Ni el colectivismo ni individualismo se adecuan a la dignidad que reclama la coexistencia verdaderamente human: ni lucha entre individuos que no se responsabilizan de los demás ,que viven “contra-los-otros”, ni supresión de la integridad personal, de la propia libertad, en nombre de una entidad abstracta, llámese “Estado”, “Nación”, “Imperio”, “Sociedad”. La convivencia humana, genuinamente humana, busca realizar el encuentro solidario con otros humanos. En el ámbito e la sociedad civil, esto se traduce en la búsqueda por lograr las mejores condiciones posibles de vida par que todos sus miembros puedan desarrollarse como personas, de una manera más humana. Este afán exige de ellos una activa co-responsabilidad y una voluntad efectiva de que su convivencia sea regida por principios de justicia.
Por su parte, en el ámbito de las relaciones interpersonales, este encuentro solidario que se da en la relación “yo”-“tu”, aspira a realizarse en el amor auténtico. Este aparece como el logro de la unión humana más cabal, que no suprime la integridad individual, sino que mantiene las peculiaridades que caracterizan a cada sujeto.

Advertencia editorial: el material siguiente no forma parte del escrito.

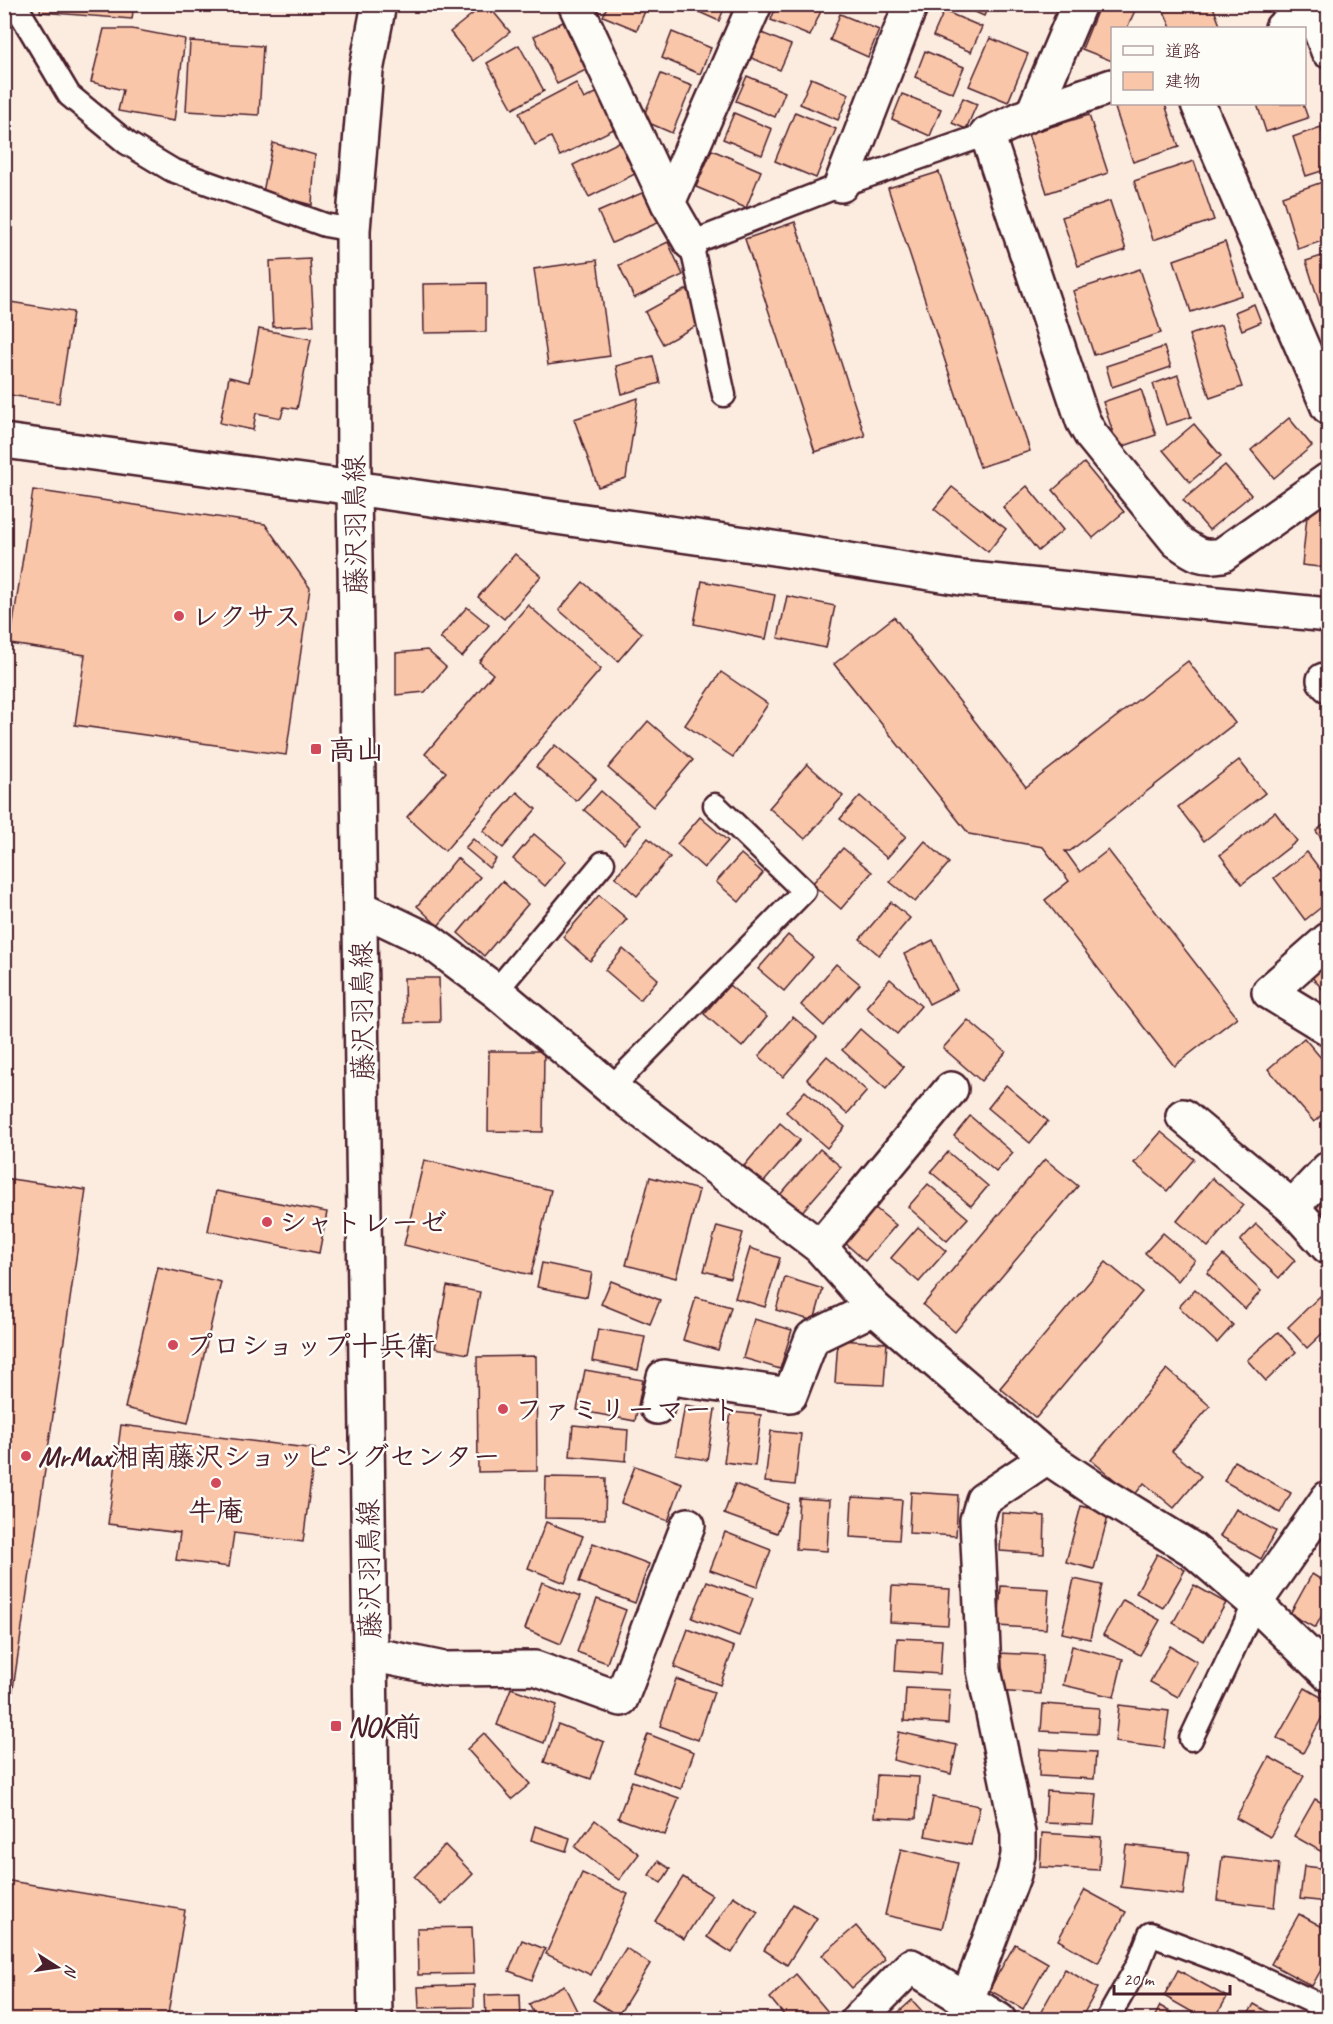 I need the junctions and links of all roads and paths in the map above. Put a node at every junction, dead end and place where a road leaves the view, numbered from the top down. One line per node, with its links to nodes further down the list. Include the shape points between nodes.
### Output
1 (15, 4): 16 (lane, via 69,95 127,143 172,170 325,225)
2 (379, 4): 16 (street, 藤沢羽鳥線, via 366,71)
3 (574, 4): 15 (street)
4 (755, 4): 15 (street)
5 (911, 4): 14 (street)
6 (1079, 4): 12 (street)
7 (1313, 11): 8 (street); 9 (street)
8 (1284, 27)
9 (1329, 51)
10 (1111, 87): 12 (street)
11 (1198, 105): 19 (street)
12 (1034, 113): 13 (street)
13 (987, 134): 14 (lane); 21 (street, via 1083,421 1177,541 1194,553 1222,555)
14 (841, 185): 17 (lane)
15 (668, 203): 17 (street)
16 (353, 230): 22 (street, 藤沢羽鳥線)
17 (691, 243): 18 (lane)
18 (724, 395)
19 (1329, 407)
20 (4, 441): 22 (street)
21 (1329, 480)
22 (354, 488): 23 (street, via 961,578); 26 (street, 藤沢羽鳥線)
23 (1329, 615)
24 (715, 805): 30 (lane, via 804,891)
25 (603, 863): 28 (lane)
26 (361, 908): 28 (street, via 428,940); 43 (street, 藤沢羽鳥線)
27 (1329, 940): 29 (street, via 1269,992)
28 (496, 991): 30 (street)
29 (1329, 1028)
30 (611, 1089): 35 (street)
31 (951, 1089): 35 (street)
32 (1183, 1116): 34 (street)
33 (1329, 1169): 34 (street)
34 (1292, 1207): 36 (street)
35 (820, 1247): 37 (street)
36 (1329, 1247)
37 (874, 1308): 38 (street, via 812,1338 790,1395 664,1377); 39 (street)
38 (657, 1407)
39 (1047, 1457): 42 (street, via 1192,1550); 46 (street, via 983,1500 977,1520 984,1670 1018,1833 1018,1855)
40 (1329, 1498): 42 (street)
41 (688, 1525): 43 (street, via 621,1699 535,1668 444,1669)
42 (1255, 1603): 44 (street); 45 (lane)
43 (370, 1654): 48 (street, 藤沢羽鳥線)
44 (1329, 1674)
45 (1191, 1739)
46 (967, 2000): 49 (street, via 911,1966); 50 (street)
47 (1329, 2009): 51 (lane, via 1240,1968 1150,1934 1138,1965)
48 (375, 2019)
49 (858, 2019)
50 (999, 2019)
51 (1107, 2019)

El logro de estos ideales de amor y justicia a los que aspira la humana convivencia s, pues, un reto permanente. Y es un reto porque siempre se encuentran amenazados: ya por los intereses de clases y grupos de poderosos, y a por las dificultades en la comunicación, presentes continuamente, ya por el conflicto que tiñe en gran medida las relaciones con los demás. La incomprensión, la soledad, siempre aparecen, incluso en la unión de los que se aman, como parte también de nuestra condición humana. La comunicación no es jamás plena y exige saber respetar lo que nos separa del otro, lo que nos hace, en suma, diferentes.